Delone lacrosse embraces program-building role
The Squires launched the program last spring and will be making the jump to varsity next season
Four years ago, Jarrett Mueller used to sit around with his twin brother, Jake, and friend Cole Myers and talk about how cool it would be to have a lacrosse team at Delone Catholic.
The three friends from Westminster, MD, had just started high school at Delone. They had played lacrosse for years and hoped to start a team at the high school, but Mueller thought it was a long shot.
"It was something I had just kind of come to terms with," Mueller said. "It was tough, but I just never thought we'd be able to find enough kids or money to make it happen."
Three years later, the three friends' dream became reality. Delone Catholic launched its lacrosse program last spring, and along with Dover will be making the jump to varsity in the YAIAA next season.
Although Mueller will have graduated by then, he's still thrilled to have the opportunity to play high school lacrosse. After not having a team in his freshman and sophomore years, just being on the field again has been worth the experience.
"I'm super, super excited that we finally got it," Mueller said. "I golf in the fall, but in the spring I really didn't have anything to do. My brother and I loved lacrosse and just wanted to do something fun."
Delone has 20 players on its roster, eight of whom had experience playing lacrosse before high school. After winning just one game against a JV schedule last season, the Squires are off to a 1-1-1 start in 2016.
While head coach Neil Myers (Cole's father) admitted the team is still developing, he said the Squires are showing progress.
"We're doing pretty good," Myers said. "I was hoping we'd get a few more players this season, but we still have a lot of kids. We’re getting a lot of kids who have never played before, but we're also able to get kids from Maryland who have."
Despite the Squires' strides, it hasn't been easy to create a lacrosse program at Delone, and it's a work in progress. A group of five families from Westminster, including the Myerses and the Muellers, started the push for a team because they wanted their kids to attend Delone Catholic and still have the opportunity to play their favorite sport.
Led by Neil Myers, the group was able to get Delone to send a letter to local private middle schools asking students if they would be interested in playing. While few people at the high school were familiar with the sport, younger students started to become interested.
"It was very strange at Delone, many people didn't have any clue what lacrosse was," Myers said. "But we wanted to get it because our kids wanted it, and we know it's a positive influence on them."
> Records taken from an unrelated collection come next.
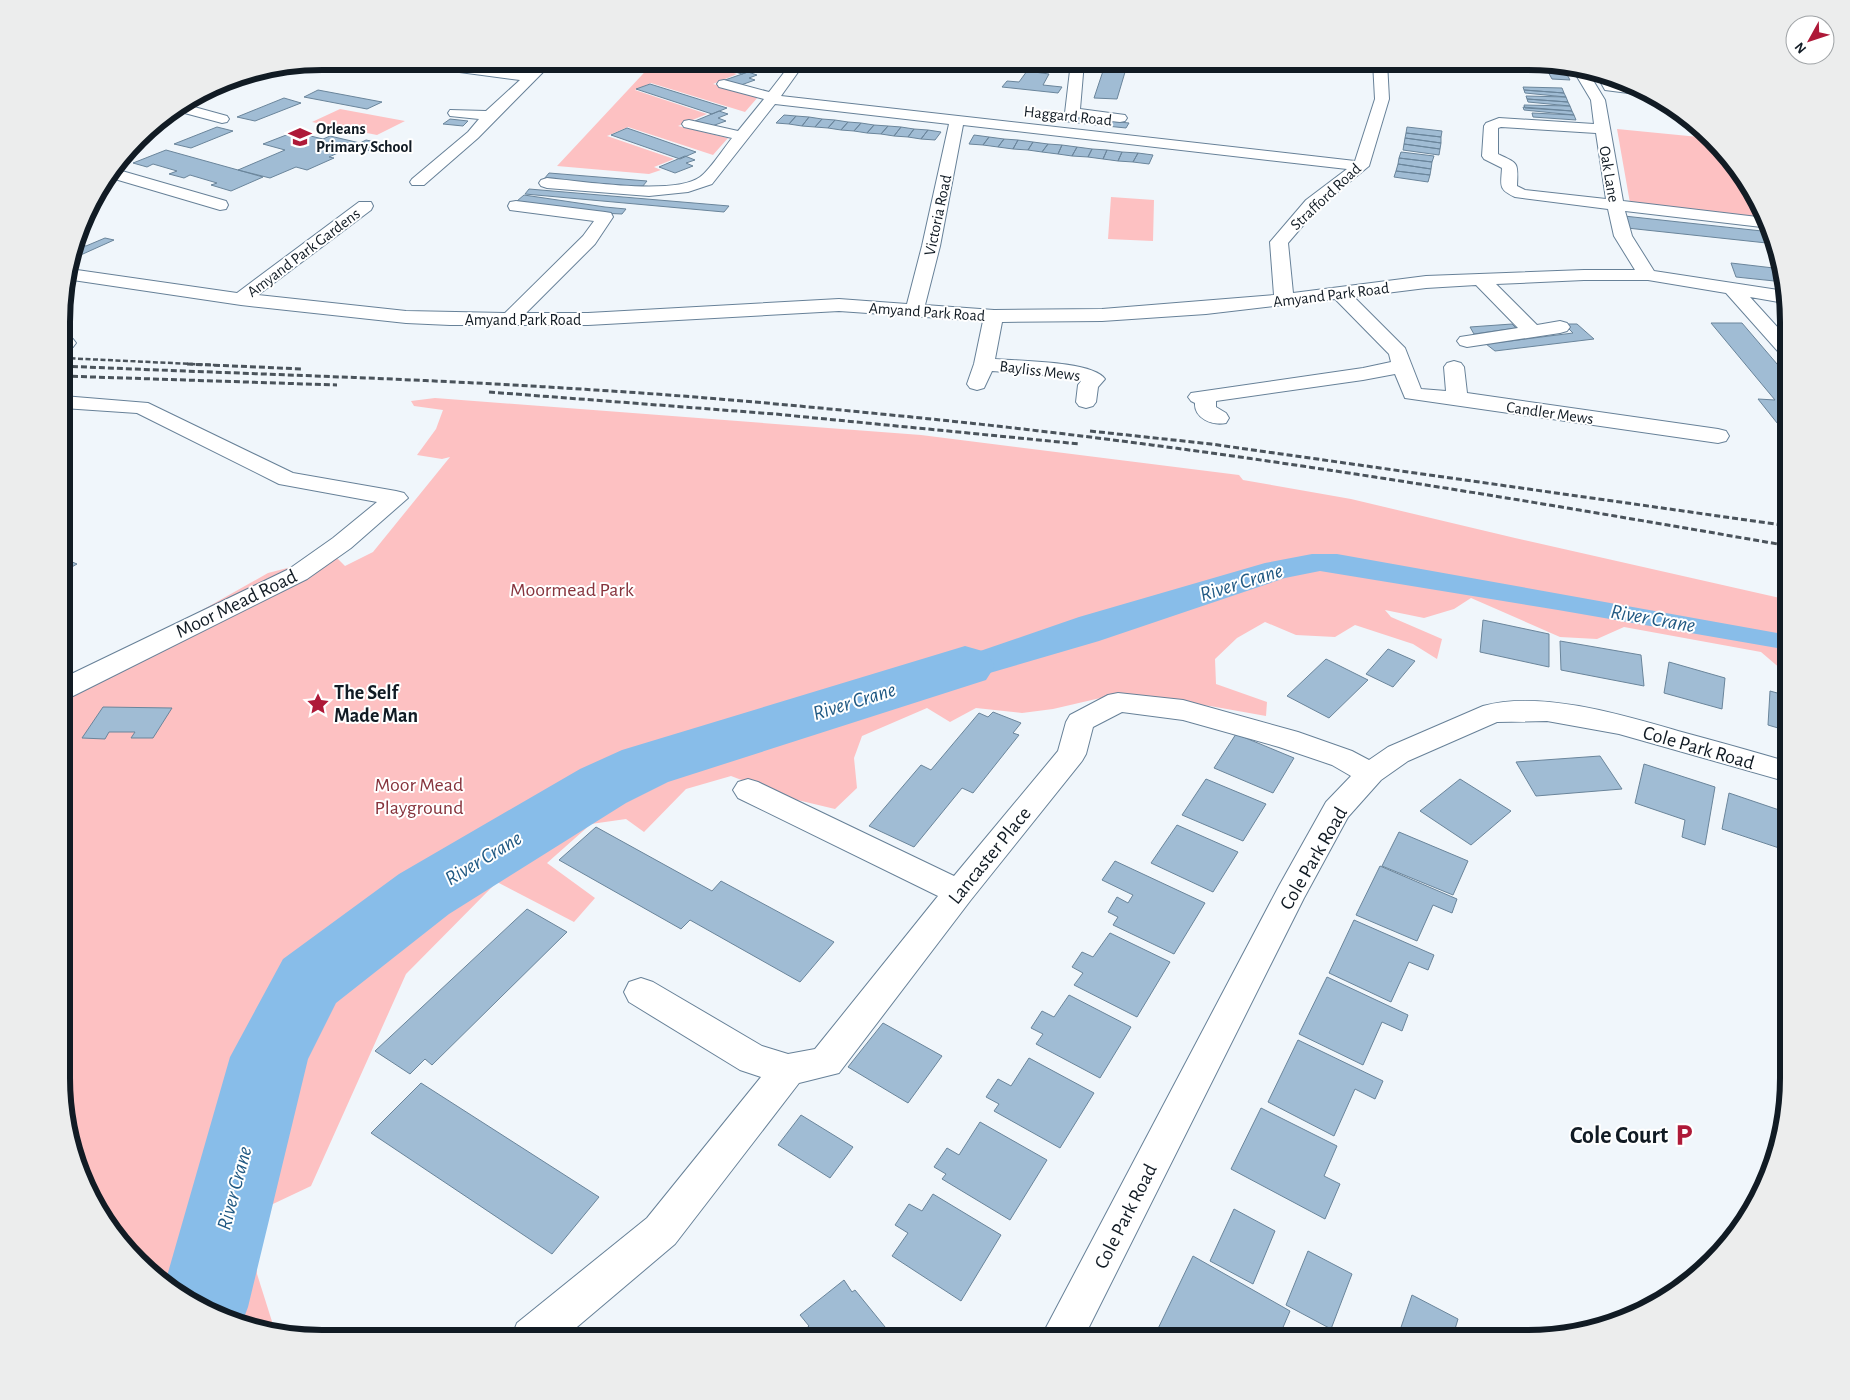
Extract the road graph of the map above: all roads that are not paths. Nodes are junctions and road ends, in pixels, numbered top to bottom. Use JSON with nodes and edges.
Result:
{"nodes":[{"id":1,"x":477,"y":70,"type":"edge"},
{"id":2,"x":538,"y":70,"type":"edge"},
{"id":3,"x":794,"y":70,"type":"edge"},
{"id":4,"x":1002,"y":70,"type":"edge"},
{"id":5,"x":1076,"y":70,"type":"edge"},
{"id":6,"x":1380,"y":70,"type":"edge"},
{"id":7,"x":531,"y":77,"type":"junction"},
{"id":8,"x":1584,"y":77,"type":"edge"},
{"id":9,"x":997,"y":78,"type":"dead end"},
{"id":10,"x":1608,"y":83,"type":"edge"},
{"id":11,"x":724,"y":84,"type":"dead end"},
{"id":12,"x":1623,"y":88,"type":"edge"},
{"id":13,"x":772,"y":98,"type":"junction"},
{"id":14,"x":187,"y":109,"type":"edge"},
{"id":15,"x":454,"y":113,"type":"dead end"},
{"id":16,"x":490,"y":116,"type":"junction"},
{"id":17,"x":222,"y":118,"type":"dead end"},
{"id":18,"x":1120,"y":118,"type":"dead end"},
{"id":19,"x":957,"y":120,"type":"junction"},
{"id":20,"x":689,"y":124,"type":"dead end"},
{"id":21,"x":1603,"y":129,"type":"junction"},
{"id":22,"x":742,"y":136,"type":"junction"},
{"id":23,"x":1361,"y":166,"type":"junction"},
{"id":24,"x":117,"y":176,"type":"edge"},
{"id":25,"x":418,"y":182,"type":"dead end"},
{"id":26,"x":547,"y":183,"type":"dead end"},
{"id":27,"x":1615,"y":205,"type":"junction"},
{"id":28,"x":220,"y":206,"type":"dead end"},
{"id":29,"x":365,"y":206,"type":"dead end"},
{"id":30,"x":516,"y":206,"type":"dead end"},
{"id":31,"x":1759,"y":222,"type":"edge"},
{"id":32,"x":75,"y":275,"type":"edge"},
{"id":33,"x":1648,"y":275,"type":"junction"},
{"id":34,"x":1480,"y":279,"type":"junction"},
{"id":35,"x":1731,"y":287,"type":"junction"},
{"id":36,"x":1340,"y":293,"type":"junction"},
{"id":37,"x":1778,"y":295,"type":"edge"},
{"id":38,"x":241,"y":299,"type":"junction"},
{"id":39,"x":1284,"y":300,"type":"junction"},
{"id":40,"x":915,"y":309,"type":"junction"},
{"id":41,"x":994,"y":316,"type":"junction"},
{"id":42,"x":510,"y":319,"type":"junction"},
{"id":43,"x":1560,"y":327,"type":"dead end"},
{"id":44,"x":1532,"y":331,"type":"junction"},
{"id":45,"x":1468,"y":341,"type":"dead end"},
{"id":46,"x":1780,"y":342,"type":"edge"},
{"id":47,"x":984,"y":364,"type":"junction"},
{"id":48,"x":1402,"y":366,"type":"junction"},
{"id":49,"x":1454,"y":367,"type":"dead end"},
{"id":50,"x":1095,"y":379,"type":"junction"},
{"id":51,"x":978,"y":384,"type":"dead end"},
{"id":52,"x":1114,"y":384,"type":"dead end"},
{"id":53,"x":1457,"y":398,"type":"junction"},
{"id":54,"x":70,"y":402,"type":"edge"},
{"id":55,"x":1086,"y":402,"type":"dead end"},
{"id":56,"x":1218,"y":418,"type":"dead end"},
{"id":57,"x":1718,"y":436,"type":"dead end"},
{"id":58,"x":70,"y":686,"type":"edge"},
{"id":59,"x":1780,"y":770,"type":"edge"},
{"id":60,"x":1371,"y":773,"type":"junction"},
{"id":61,"x":748,"y":790,"type":"dead end"},
{"id":62,"x":958,"y":892,"type":"junction"},
{"id":63,"x":641,"y":992,"type":"dead end"},
{"id":64,"x":788,"y":1070,"type":"junction"},
{"id":65,"x":542,"y":1330,"type":"edge"},
{"id":66,"x":1065,"y":1330,"type":"edge"}],
"edges":[{"from":1,"to":7,"type":"street"},
{"from":2,"to":7,"type":"street"},
{"from":3,"to":13,"type":"street"},
{"from":4,"to":9,"type":"street"},
{"from":5,"to":18,"type":"street"},
{"from":6,"to":23,"type":"street","name":"Strafford Road"},
{"from":7,"to":16,"type":"street"},
{"from":8,"to":21,"type":"street","name":"Oak Lane"},
{"from":10,"to":12,"type":"street"},
{"from":11,"to":13,"type":"street","name":"Haggard Road"},
{"from":13,"to":19,"type":"street","name":"Haggard Road"},
{"from":13,"to":22,"type":"street"},
{"from":14,"to":17,"type":"street"},
{"from":15,"to":16,"type":"street"},
{"from":16,"to":25,"type":"street"},
{"from":19,"to":23,"type":"street","name":"Haggard Road"},
{"from":19,"to":40,"type":"street","name":"Victoria Road"},
{"from":20,"to":22,"type":"street"},
{"from":21,"to":27,"type":"street","name":"Oak Lane"},
{"from":21,"to":27,"type":"street"},
{"from":22,"to":26,"type":"street"},
{"from":23,"to":39,"type":"street","name":"Strafford Road"},
{"from":24,"to":28,"type":"street"},
{"from":27,"to":31,"type":"street"},
{"from":27,"to":33,"type":"street","name":"Oak Lane"},
{"from":29,"to":38,"type":"street","name":"Amyand Park Gardens"},
{"from":30,"to":42,"type":"street"},
{"from":32,"to":38,"type":"street","name":"Amyand Park Road"},
{"from":33,"to":34,"type":"street","name":"Amyand Park Road"},
{"from":33,"to":35,"type":"street","name":"Amyand Park Road"},
{"from":34,"to":36,"type":"street","name":"Amyand Park Road"},
{"from":34,"to":44,"type":"street"},
{"from":35,"to":37,"type":"street","name":"Amyand Park Road"},
{"from":35,"to":46,"type":"street"},
{"from":36,"to":39,"type":"street","name":"Amyand Park Road"},
{"from":36,"to":48,"type":"street","name":"Candler Mews"},
{"from":38,"to":42,"type":"street","name":"Amyand Park Road"},
{"from":39,"to":41,"type":"street","name":"Amyand Park Road"},
{"from":40,"to":41,"type":"street","name":"Amyand Park Road"},
{"from":40,"to":42,"type":"street","name":"Amyand Park Road"},
{"from":41,"to":47,"type":"street"},
{"from":43,"to":44,"type":"street"},
{"from":44,"to":45,"type":"street"},
{"from":47,"to":50,"type":"street","name":"Bayliss Mews"},
{"from":47,"to":51,"type":"street"},
{"from":48,"to":53,"type":"street","name":"Candler Mews"},
{"from":48,"to":56,"type":"street"},
{"from":49,"to":53,"type":"street"},
{"from":50,"to":52,"type":"street","name":"Bayliss Mews"},
{"from":50,"to":55,"type":"street","name":"Bayliss Mews"},
{"from":53,"to":57,"type":"street","name":"Candler Mews"},
{"from":54,"to":58,"type":"street","name":"Moor Mead Road"},
{"from":59,"to":60,"type":"street","name":"Cole Park Road"},
{"from":60,"to":62,"type":"street","name":"Lancaster Place"},
{"from":60,"to":66,"type":"street","name":"Cole Park Road"},
{"from":61,"to":62,"type":"street"},
{"from":62,"to":64,"type":"street","name":"Lancaster Place"},
{"from":63,"to":64,"type":"street","name":"Lancaster Place"},
{"from":64,"to":65,"type":"street"}]}
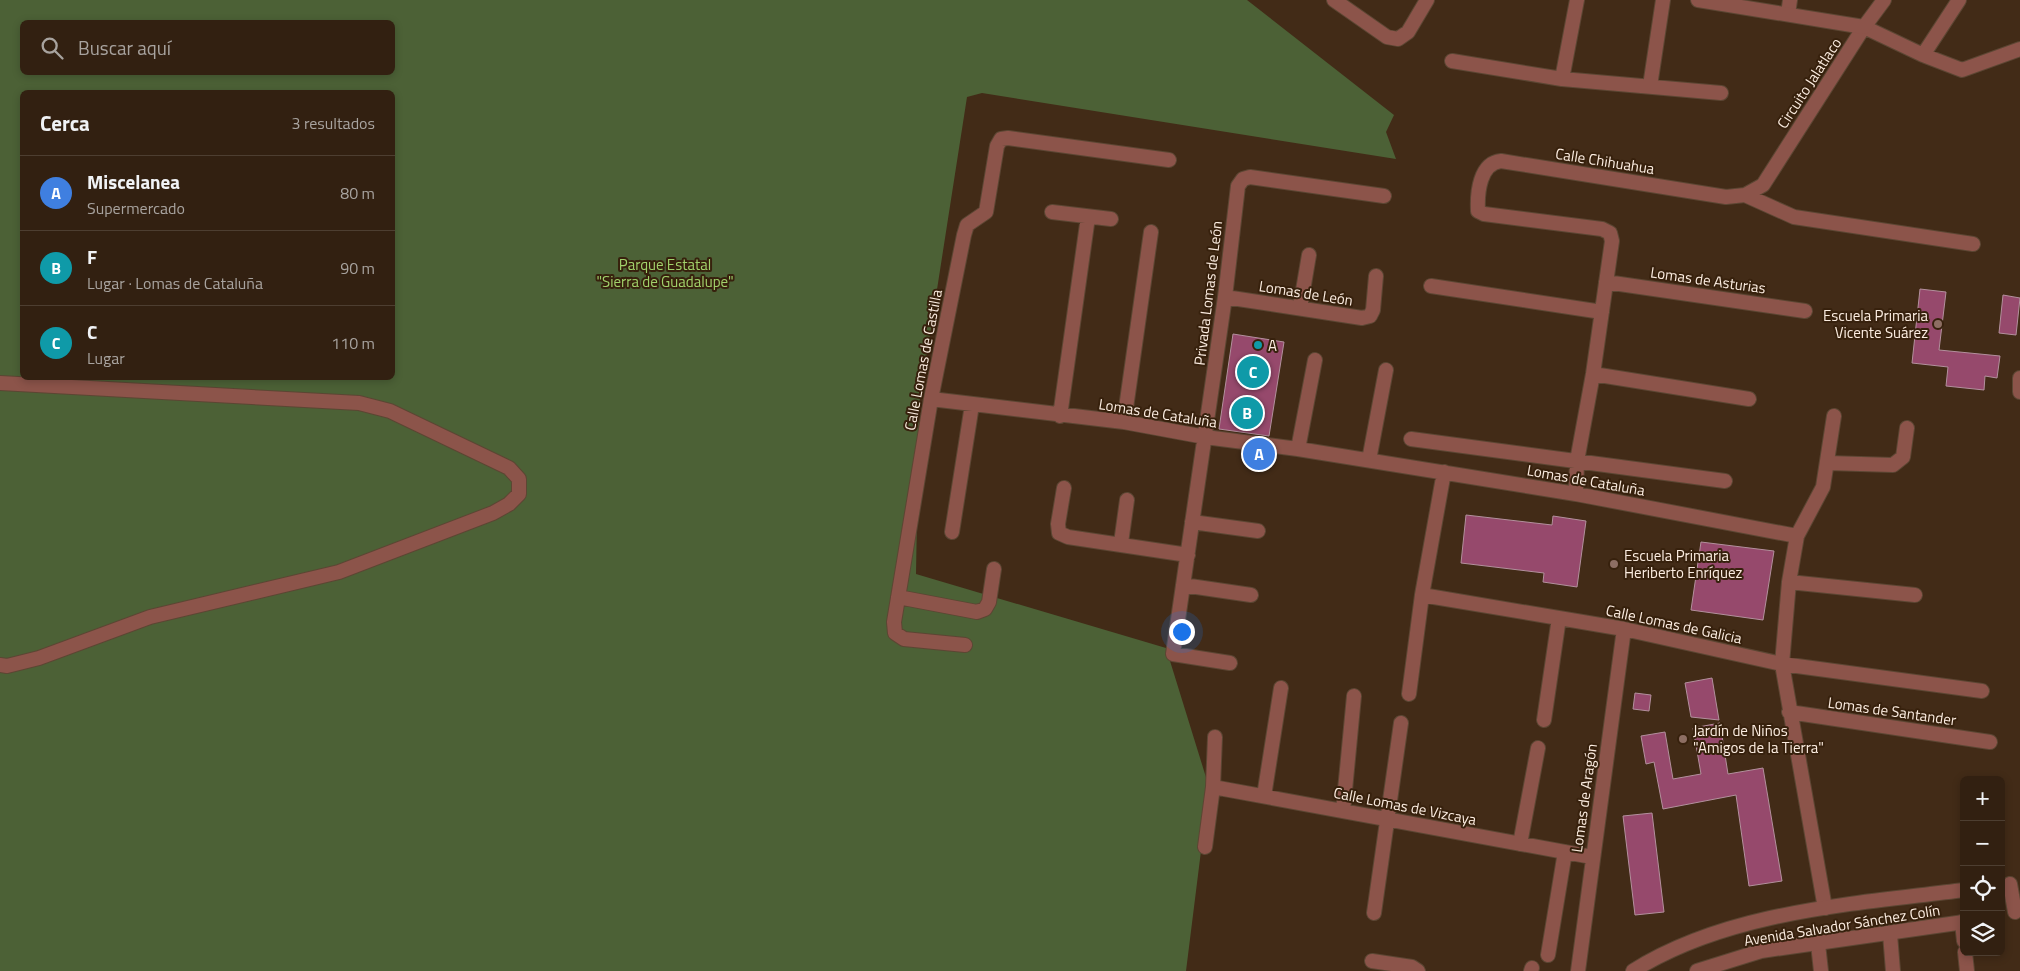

After two years, Delone's athletic association approved the creation of the team. But the association paid only the bus fees and insurance, so Myers and his new team had to raise money to buy uniforms.
Over the past two years, the Squires have held numerous fundraisers (including two bull roasts) that raised close to $8,000 and have paid for jerseys, helmets and goalie equipment. This has left players and their families responsible for buying sticks, pads and cleats.
That equipment costs between $200 and $400 depending on the level of quality, Myers said, and those extra costs have prevented some athletes from playing.
"Lacrosse is not a poor man's sport," Myers said. "Last year we had 25 kids sign up and ended up with 16 kids playing, and this year we went from 32 (signing up) to just 20 now. Starters don't need a $200 stick, so I try to encourage the kids who are just beginning to play to buy used equipment."
There's also the issue of finding a field to play on. While the Squires practice on the football team's practice field, they currently play every game on the road because they don't have an official home field yet.
That will have to change by next season, when the team plays an 18-game varsity schedule, but Myers said he is confident the practice field can be used for games if needed.
"It's not like a cow pasture or anything," he said.
As for what's actually happening on the field, Myers has no complaints. The Squires are still learning, but the head coach said he's been impressed by the experienced players' willingness to step up as leaders.
Senior goalie Dan Coleman, who just started playing the sport last season, said the players who had played lacrosse before high school have shown no resentment toward the team's newcomers. In fact, Coleman said, veterans have been happy to try new roles or help teach aspects of the game.
"If they're upset, they haven't shown that, haven't shown anger or frustration," Coleman said. "Some of the seniors are extremely gifted, and it's beautiful to watch. And I'm still as green as the freshmen are, but I tried to set a good example by stepping up and playing a tough position. Maybe other players will see that and try something new to help the team, too."
Mueller said he doesn't get frustrated with inexperienced players because he knows they're doing their best and "still are pretty good." He added that the experienced players joined the team knowing they would have to be leaders.
While Mueller and Coleman admit it's bittersweet they won't get the chance to play at the varsity level, both of them take pride in being on the first lacrosse team in Delone history. According to them, the team's six seniors have set an example that will help the sport continue to grow at Delone.
"That's been a great feeling for me, to start something brand new," Mueller said. "Forever, we'll be able to say we were on the first lacrosse team at Delone. I think there's a lot of interest starting here."
"We're trend setters," Coleman added. "We're trying to help this thing thrive so that it can really kick off next year."